*WHAT TO PRODUCE*
Go line by line through the data below and work out how many lines contain "ORCHARD"; the answer is that number alone.

*EXTRACTED RECORDS*
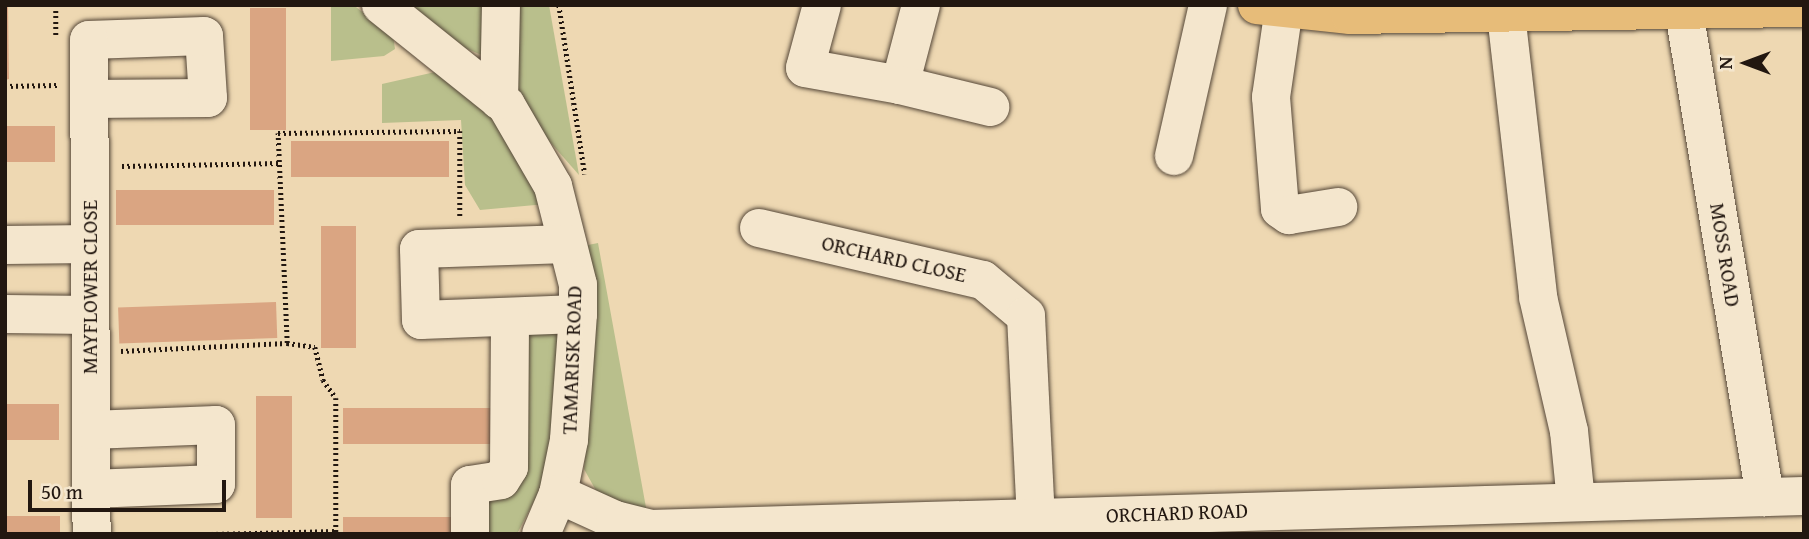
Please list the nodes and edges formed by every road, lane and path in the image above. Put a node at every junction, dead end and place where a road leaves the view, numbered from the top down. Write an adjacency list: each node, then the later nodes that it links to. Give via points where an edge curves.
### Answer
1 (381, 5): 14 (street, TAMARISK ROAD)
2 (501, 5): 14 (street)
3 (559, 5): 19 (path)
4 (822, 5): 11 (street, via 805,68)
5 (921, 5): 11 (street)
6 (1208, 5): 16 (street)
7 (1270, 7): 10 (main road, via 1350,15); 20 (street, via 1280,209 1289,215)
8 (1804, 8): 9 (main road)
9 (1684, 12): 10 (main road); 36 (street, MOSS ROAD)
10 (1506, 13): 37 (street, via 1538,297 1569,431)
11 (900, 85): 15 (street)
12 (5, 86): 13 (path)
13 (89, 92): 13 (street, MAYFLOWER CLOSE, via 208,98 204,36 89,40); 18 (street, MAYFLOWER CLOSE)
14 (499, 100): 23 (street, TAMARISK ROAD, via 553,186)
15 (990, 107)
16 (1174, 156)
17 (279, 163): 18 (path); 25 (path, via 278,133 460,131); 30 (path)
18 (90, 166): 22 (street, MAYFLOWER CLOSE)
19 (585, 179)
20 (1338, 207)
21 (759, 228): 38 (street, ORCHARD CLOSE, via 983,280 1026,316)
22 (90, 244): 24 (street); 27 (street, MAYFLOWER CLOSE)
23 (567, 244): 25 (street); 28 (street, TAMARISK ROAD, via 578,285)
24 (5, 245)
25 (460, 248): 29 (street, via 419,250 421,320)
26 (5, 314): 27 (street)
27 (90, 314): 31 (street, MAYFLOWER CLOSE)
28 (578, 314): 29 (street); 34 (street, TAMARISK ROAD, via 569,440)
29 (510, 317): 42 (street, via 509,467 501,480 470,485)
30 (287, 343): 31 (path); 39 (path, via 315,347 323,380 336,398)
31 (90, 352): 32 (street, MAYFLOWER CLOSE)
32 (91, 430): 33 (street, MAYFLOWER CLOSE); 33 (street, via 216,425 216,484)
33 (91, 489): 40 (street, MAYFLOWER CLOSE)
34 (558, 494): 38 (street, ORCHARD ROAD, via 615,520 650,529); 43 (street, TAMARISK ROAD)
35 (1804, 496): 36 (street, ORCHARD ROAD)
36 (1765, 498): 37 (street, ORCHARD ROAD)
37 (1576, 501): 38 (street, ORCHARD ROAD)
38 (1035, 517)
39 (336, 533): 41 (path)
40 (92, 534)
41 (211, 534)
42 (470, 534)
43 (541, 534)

*TASK OUTPUT*
5